++++ Task inputs

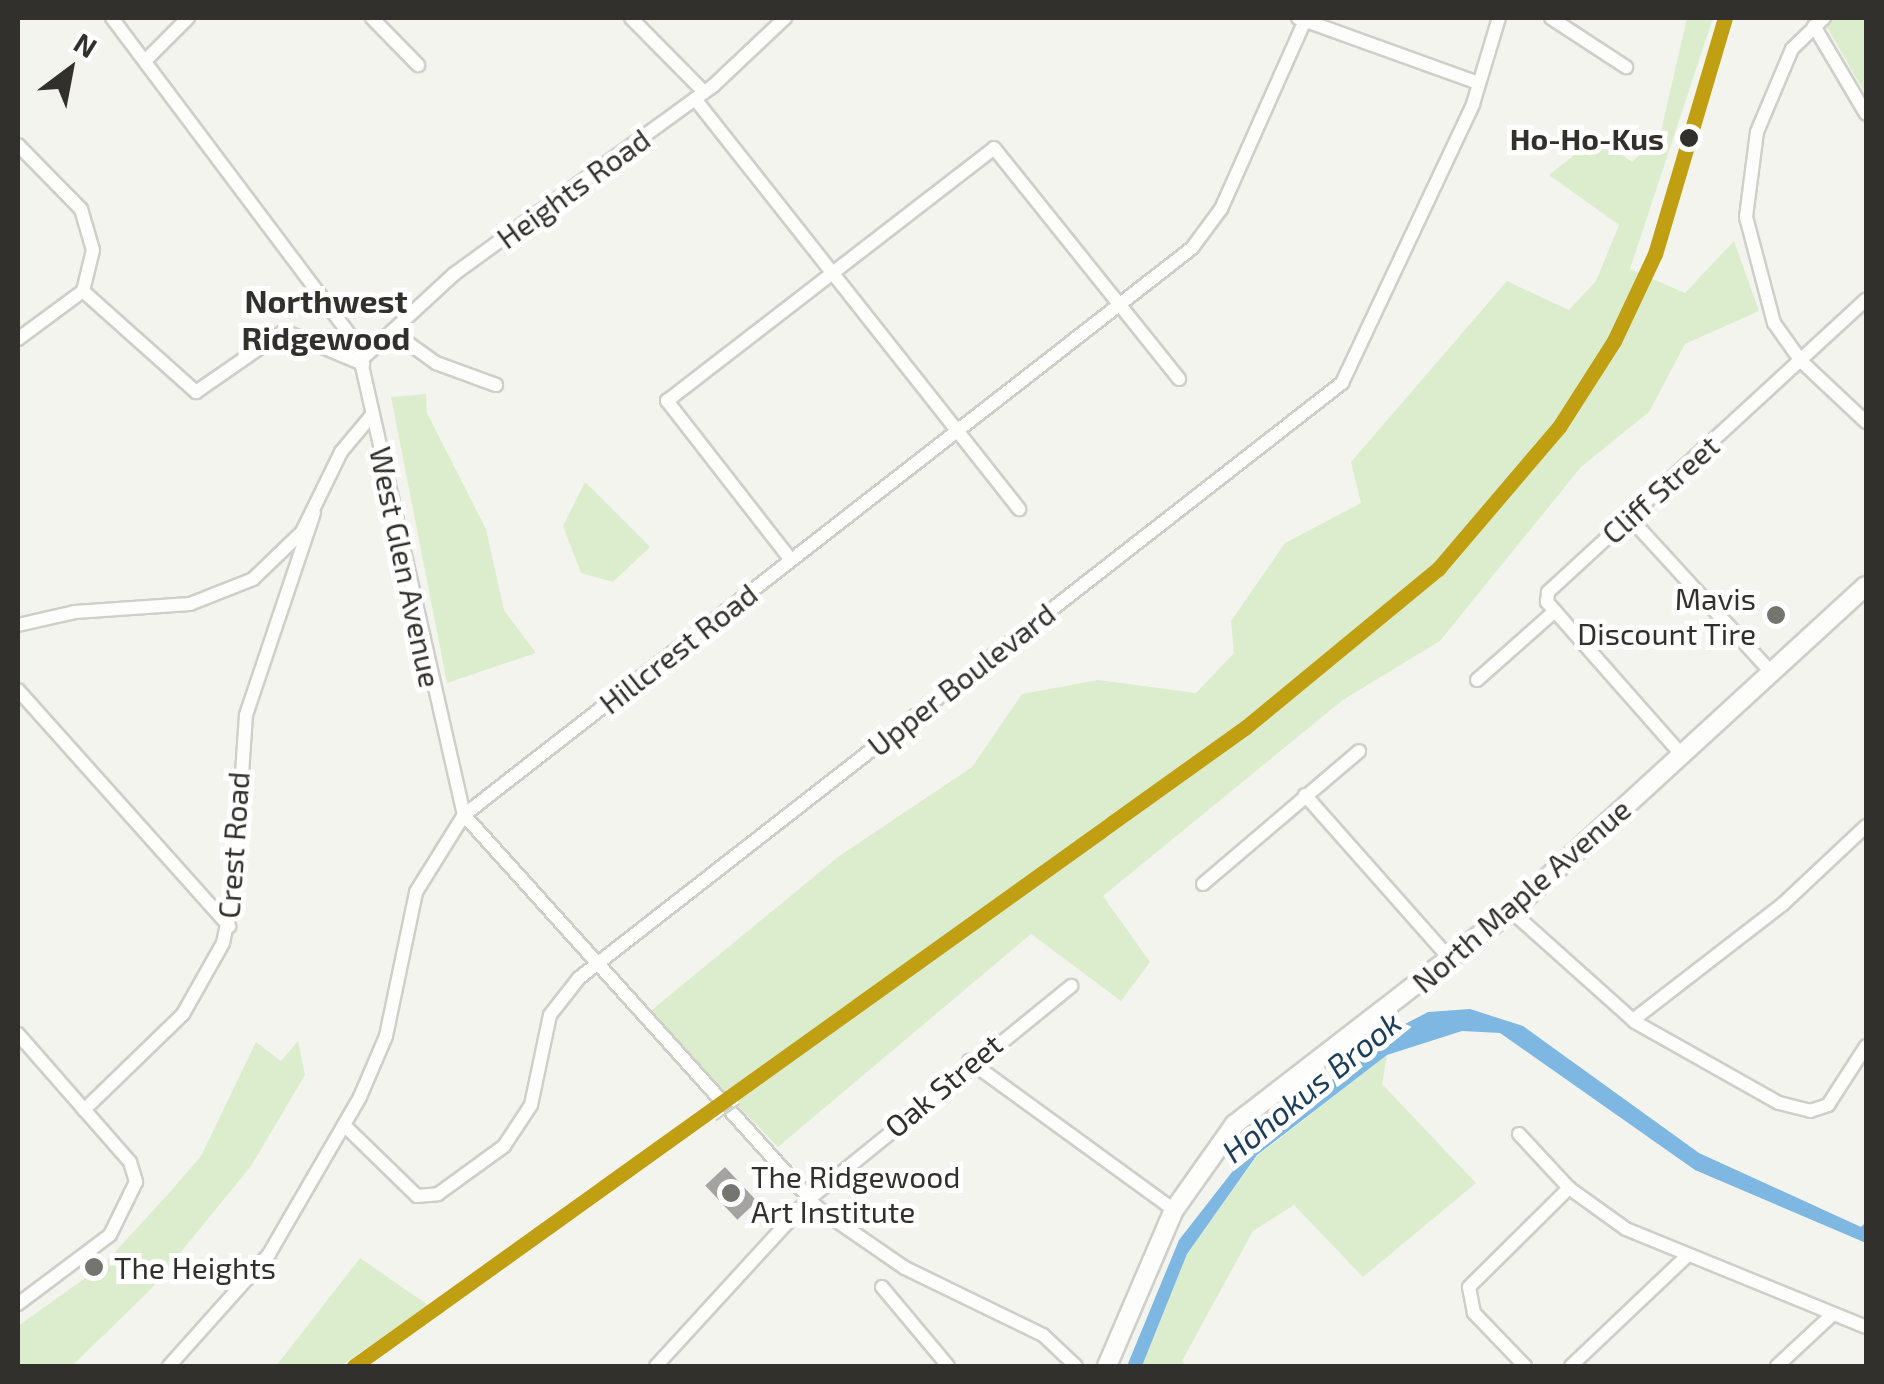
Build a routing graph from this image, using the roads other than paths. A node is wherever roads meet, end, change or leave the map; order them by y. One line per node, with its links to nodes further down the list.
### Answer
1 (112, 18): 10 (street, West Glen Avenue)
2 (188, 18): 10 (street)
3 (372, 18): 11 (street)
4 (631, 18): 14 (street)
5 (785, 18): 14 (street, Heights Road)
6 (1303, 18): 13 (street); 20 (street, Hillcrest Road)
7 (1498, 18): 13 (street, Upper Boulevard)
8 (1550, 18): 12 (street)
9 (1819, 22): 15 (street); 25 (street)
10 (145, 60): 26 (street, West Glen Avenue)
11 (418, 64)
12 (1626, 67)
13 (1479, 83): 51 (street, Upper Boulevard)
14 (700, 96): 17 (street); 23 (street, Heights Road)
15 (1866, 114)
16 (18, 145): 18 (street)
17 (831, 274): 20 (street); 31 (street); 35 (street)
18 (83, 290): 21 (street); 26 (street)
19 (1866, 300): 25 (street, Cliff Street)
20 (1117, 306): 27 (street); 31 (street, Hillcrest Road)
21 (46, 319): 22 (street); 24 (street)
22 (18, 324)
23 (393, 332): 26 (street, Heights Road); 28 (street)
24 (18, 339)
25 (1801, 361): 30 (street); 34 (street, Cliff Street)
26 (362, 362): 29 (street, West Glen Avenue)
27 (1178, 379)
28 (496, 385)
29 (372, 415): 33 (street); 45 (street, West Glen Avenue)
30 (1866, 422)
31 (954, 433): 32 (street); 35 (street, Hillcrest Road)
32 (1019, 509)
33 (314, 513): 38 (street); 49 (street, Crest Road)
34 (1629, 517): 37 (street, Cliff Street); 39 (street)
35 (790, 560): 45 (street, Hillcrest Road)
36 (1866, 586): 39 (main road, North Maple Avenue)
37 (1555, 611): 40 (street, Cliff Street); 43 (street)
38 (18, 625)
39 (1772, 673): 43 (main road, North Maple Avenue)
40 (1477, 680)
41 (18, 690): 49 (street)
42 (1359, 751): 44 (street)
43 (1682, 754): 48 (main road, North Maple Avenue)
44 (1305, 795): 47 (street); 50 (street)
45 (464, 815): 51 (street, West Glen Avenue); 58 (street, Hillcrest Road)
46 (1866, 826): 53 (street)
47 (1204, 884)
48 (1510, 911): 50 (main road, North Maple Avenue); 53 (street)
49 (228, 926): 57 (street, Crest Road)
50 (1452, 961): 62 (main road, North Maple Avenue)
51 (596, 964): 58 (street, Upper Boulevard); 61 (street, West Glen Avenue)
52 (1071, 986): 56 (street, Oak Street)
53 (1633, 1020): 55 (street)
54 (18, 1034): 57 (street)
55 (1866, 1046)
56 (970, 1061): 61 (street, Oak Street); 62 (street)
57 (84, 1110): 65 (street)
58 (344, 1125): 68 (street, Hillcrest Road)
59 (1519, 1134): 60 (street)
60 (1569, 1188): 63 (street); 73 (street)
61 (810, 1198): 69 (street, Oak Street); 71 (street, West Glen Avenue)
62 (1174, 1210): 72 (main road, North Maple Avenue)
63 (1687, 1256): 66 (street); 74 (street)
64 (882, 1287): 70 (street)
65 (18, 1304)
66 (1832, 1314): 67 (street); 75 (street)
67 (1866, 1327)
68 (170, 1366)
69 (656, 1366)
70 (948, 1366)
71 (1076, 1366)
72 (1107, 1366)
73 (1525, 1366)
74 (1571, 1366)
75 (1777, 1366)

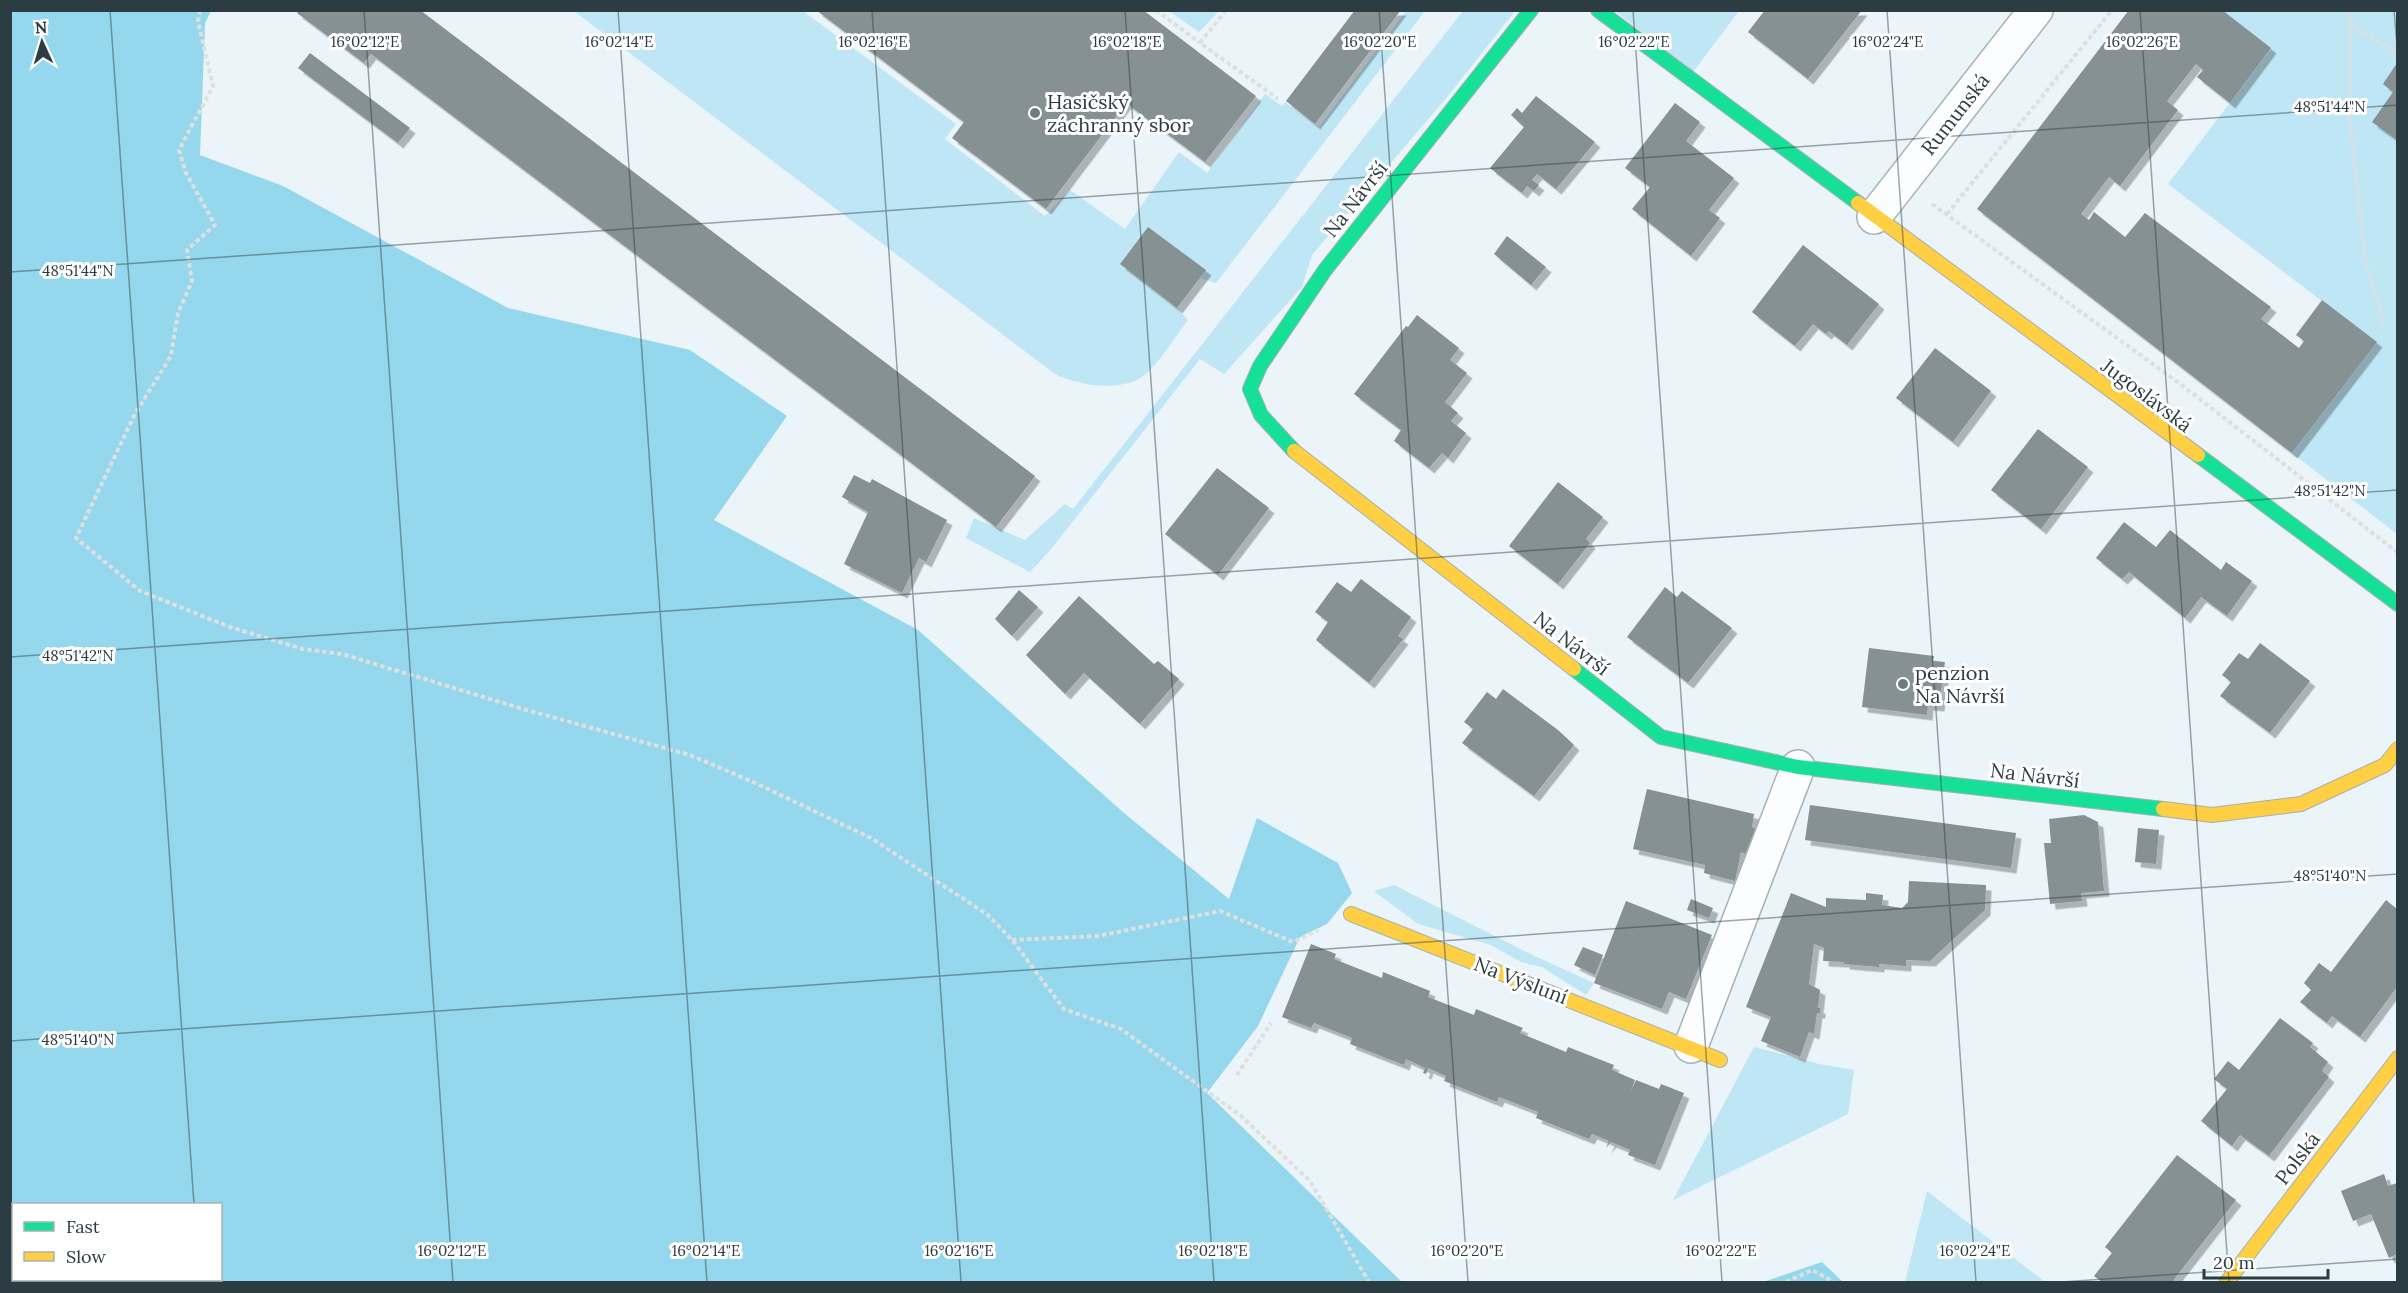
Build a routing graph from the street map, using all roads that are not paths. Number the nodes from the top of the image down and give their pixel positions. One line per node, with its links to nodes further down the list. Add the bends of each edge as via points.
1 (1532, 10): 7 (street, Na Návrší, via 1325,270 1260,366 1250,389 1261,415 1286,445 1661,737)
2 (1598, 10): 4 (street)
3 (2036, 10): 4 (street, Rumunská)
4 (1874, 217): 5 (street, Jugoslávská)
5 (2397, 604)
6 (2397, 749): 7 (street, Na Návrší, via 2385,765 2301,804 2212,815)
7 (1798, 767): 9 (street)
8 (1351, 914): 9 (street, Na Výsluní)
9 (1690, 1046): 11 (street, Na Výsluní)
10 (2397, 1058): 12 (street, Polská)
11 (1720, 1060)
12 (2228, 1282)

++++++++

Only one number is wanted: how many lines in the records above contain the string "Návrší".

### Result for this task
2